Select Income, Cole Corporate Income Trust to Merge in $3.1B Deal
- Sep 03, 2014
By Barbra Murray, Contributing Editor
The list of 2014’s REIT M&As continues to grow as Select Income REIT announces that it has signed on to acquire Cole Corporate Income Trust Inc. in a $3.1 billion merger.
Select Income will walk away with an 87-property portfolio of net-leased office and industrial assets totaling approximately 18.3 million square feet, spanning 30 states — and 100 percent leased. When all is said and done, excluding a 2.2 million-square-foot medical office building portfolio to be sold to Senior Housing Properties Trust for $539 million, the total merged portfolio will consist of 114 properties encompassing 42.1 million square feet in 35 states plus land in Hawaii, with a total occupancy level of 98 percent.
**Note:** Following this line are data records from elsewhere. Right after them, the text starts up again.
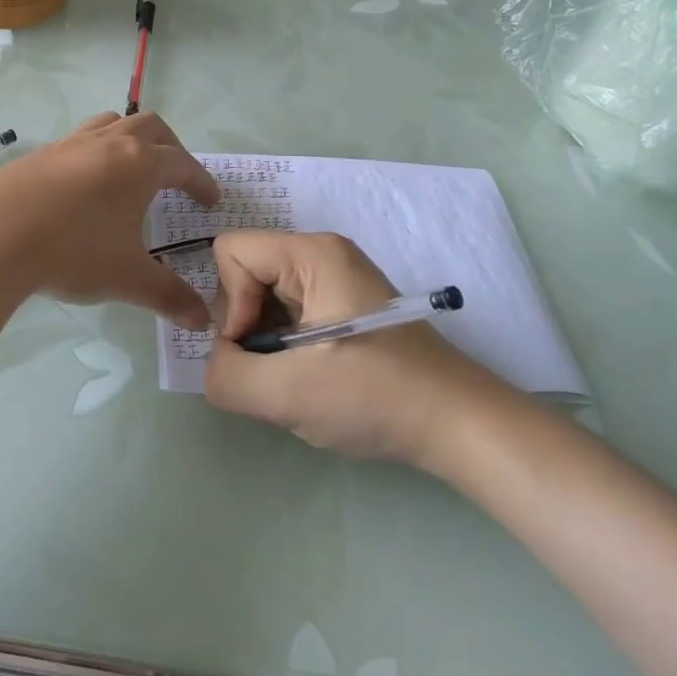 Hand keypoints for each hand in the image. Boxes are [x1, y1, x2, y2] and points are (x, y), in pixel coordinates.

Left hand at [0, 112, 220, 326]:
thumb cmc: (73, 250)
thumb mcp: (128, 278)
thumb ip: (169, 296)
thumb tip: (202, 321)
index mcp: (140, 164)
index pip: (182, 163)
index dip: (201, 181)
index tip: (210, 199)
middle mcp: (109, 143)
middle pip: (151, 127)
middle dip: (171, 147)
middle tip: (177, 175)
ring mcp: (72, 143)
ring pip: (112, 123)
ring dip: (131, 137)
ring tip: (132, 166)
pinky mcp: (41, 153)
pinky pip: (80, 139)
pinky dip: (96, 150)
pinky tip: (85, 183)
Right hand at [204, 232, 515, 465]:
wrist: (457, 423)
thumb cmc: (375, 396)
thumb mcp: (287, 393)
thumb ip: (226, 375)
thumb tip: (219, 362)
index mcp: (312, 253)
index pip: (231, 252)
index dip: (230, 302)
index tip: (257, 349)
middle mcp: (321, 254)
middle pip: (245, 273)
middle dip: (248, 326)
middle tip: (278, 371)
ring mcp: (335, 279)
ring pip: (264, 298)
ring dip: (266, 342)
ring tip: (298, 378)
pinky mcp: (343, 306)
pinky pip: (287, 313)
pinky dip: (286, 347)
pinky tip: (313, 378) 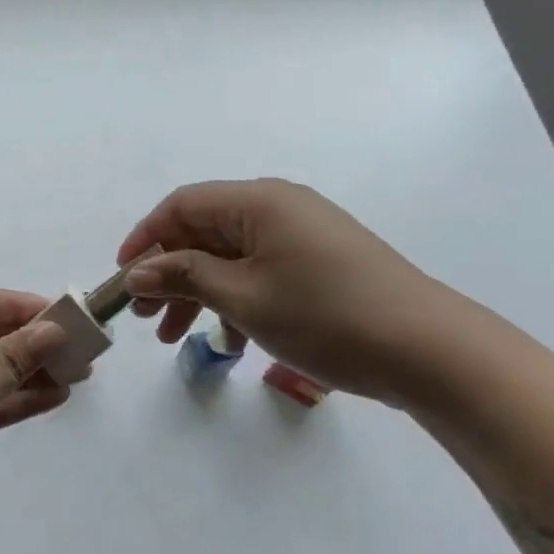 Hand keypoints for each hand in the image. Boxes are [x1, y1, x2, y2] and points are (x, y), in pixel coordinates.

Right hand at [117, 179, 467, 404]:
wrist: (430, 351)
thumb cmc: (325, 316)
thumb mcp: (243, 298)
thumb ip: (183, 277)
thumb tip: (137, 271)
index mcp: (258, 202)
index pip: (181, 206)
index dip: (145, 238)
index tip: (123, 278)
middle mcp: (278, 207)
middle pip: (203, 231)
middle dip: (168, 272)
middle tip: (144, 316)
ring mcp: (302, 234)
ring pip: (229, 256)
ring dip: (197, 291)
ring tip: (174, 337)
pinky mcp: (320, 262)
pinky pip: (259, 270)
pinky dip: (234, 298)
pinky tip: (228, 339) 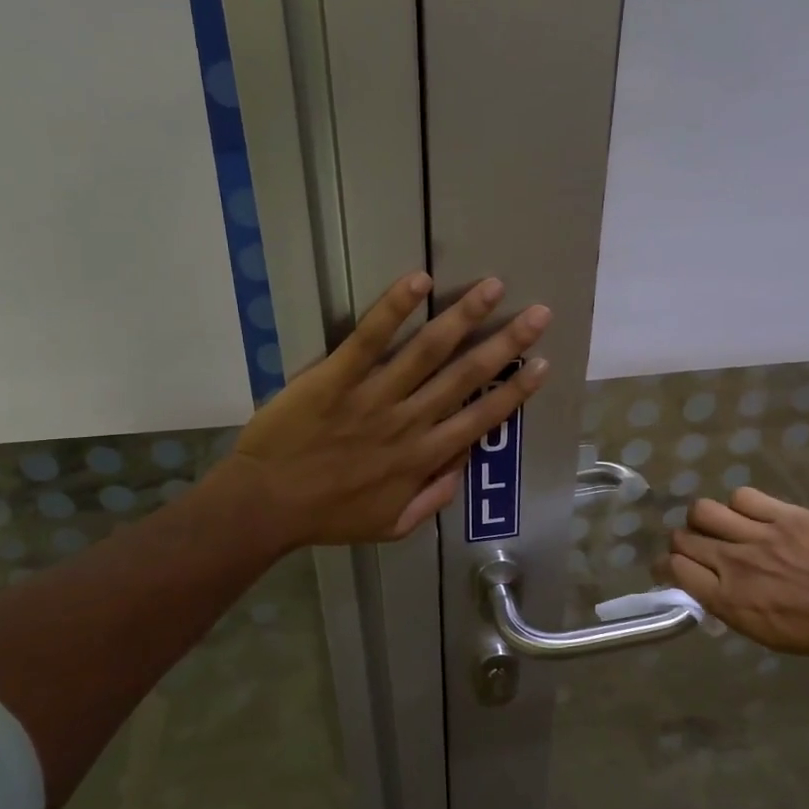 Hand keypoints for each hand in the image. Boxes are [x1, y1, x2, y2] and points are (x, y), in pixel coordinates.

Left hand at [227, 272, 549, 547]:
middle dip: (506, 343)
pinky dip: (393, 309)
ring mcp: (373, 397)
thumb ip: (431, 499)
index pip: (481, 418)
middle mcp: (409, 422)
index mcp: (423, 458)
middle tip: (538, 314)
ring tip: (493, 287)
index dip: (515, 391)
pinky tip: (418, 281)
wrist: (265, 506)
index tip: (542, 365)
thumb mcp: (391, 526)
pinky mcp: (335, 378)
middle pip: (466, 376)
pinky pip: (369, 339)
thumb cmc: (328, 517)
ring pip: (427, 352)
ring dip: (464, 317)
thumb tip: (461, 466)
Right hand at [664, 488, 808, 661]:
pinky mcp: (784, 514)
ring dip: (704, 520)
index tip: (670, 567)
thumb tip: (707, 589)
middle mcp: (734, 563)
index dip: (666, 566)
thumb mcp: (765, 635)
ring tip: (720, 526)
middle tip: (696, 548)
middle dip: (681, 543)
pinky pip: (743, 497)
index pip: (674, 569)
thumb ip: (729, 607)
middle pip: (682, 538)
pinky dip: (739, 505)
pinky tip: (751, 515)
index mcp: (728, 599)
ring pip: (703, 511)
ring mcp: (759, 535)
According to the terms of the agreement, CCIT stockholders will have the option of receiving $10.50 in cash or 0.36 shares of Select Income common stock for each share of CCIT common stock. Select Income plans to rely on proceeds from the simultaneous MOB-portfolio sale, cash on hand and proceeds from its unsecured revolving bank credit facility to fund the acquisition. Over the long term, the REIT will utilize a combination of debt and equity capital to finance the deal.
Ultimately, the merger provides an expansion in size and scale, an increase in distributions, desirable embedded growth potential, as well as an increase in tenant and geographic diversification.
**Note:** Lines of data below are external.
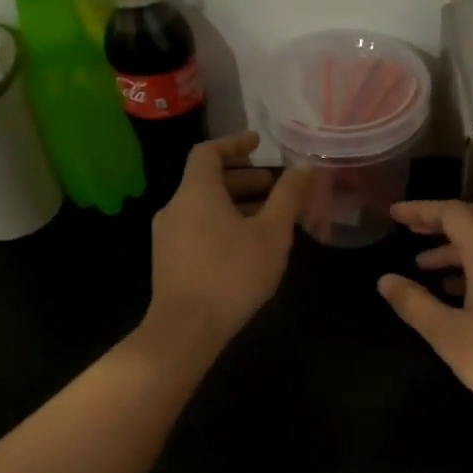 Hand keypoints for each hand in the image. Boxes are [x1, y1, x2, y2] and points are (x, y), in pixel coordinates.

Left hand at [147, 133, 309, 345]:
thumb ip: (288, 196)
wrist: (185, 329)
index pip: (209, 152)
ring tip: (270, 218)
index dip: (235, 143)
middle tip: (277, 188)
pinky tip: (248, 246)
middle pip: (209, 180)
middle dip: (245, 179)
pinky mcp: (169, 260)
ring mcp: (168, 235)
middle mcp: (175, 207)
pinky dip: (223, 223)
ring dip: (237, 204)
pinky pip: (198, 227)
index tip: (259, 143)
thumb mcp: (272, 234)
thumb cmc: (232, 274)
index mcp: (196, 192)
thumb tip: (304, 166)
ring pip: (204, 206)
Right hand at [379, 200, 472, 423]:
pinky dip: (472, 264)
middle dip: (439, 220)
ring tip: (423, 265)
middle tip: (409, 230)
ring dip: (454, 246)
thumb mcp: (449, 334)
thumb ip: (415, 304)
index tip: (394, 214)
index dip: (421, 210)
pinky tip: (454, 291)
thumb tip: (385, 280)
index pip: (452, 213)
“CCIT’s board and (CCIT manager) Cole Capital’s management team thoroughly evaluated options to maximize value for CCIT stockholders, and we believe this transaction with SIR generates significant stockholder value,” Lisa Beeson, executive vice president & COO of American Realty Capital Properties Inc., parent company of Cole Capital, noted in a prepared statement. “Since initiating capital raise in mid-2011 and effectively deploying those funds, we are now providing a full-circle liquidity event for CCIT that generates attractive cumulative returns of up to 30.4 percent for stockholders. Overall, this transaction represents the fourth successful non-listed REIT liquidity event for Cole Capital in the past 18 months.”
The merger is on track to close in early 2015.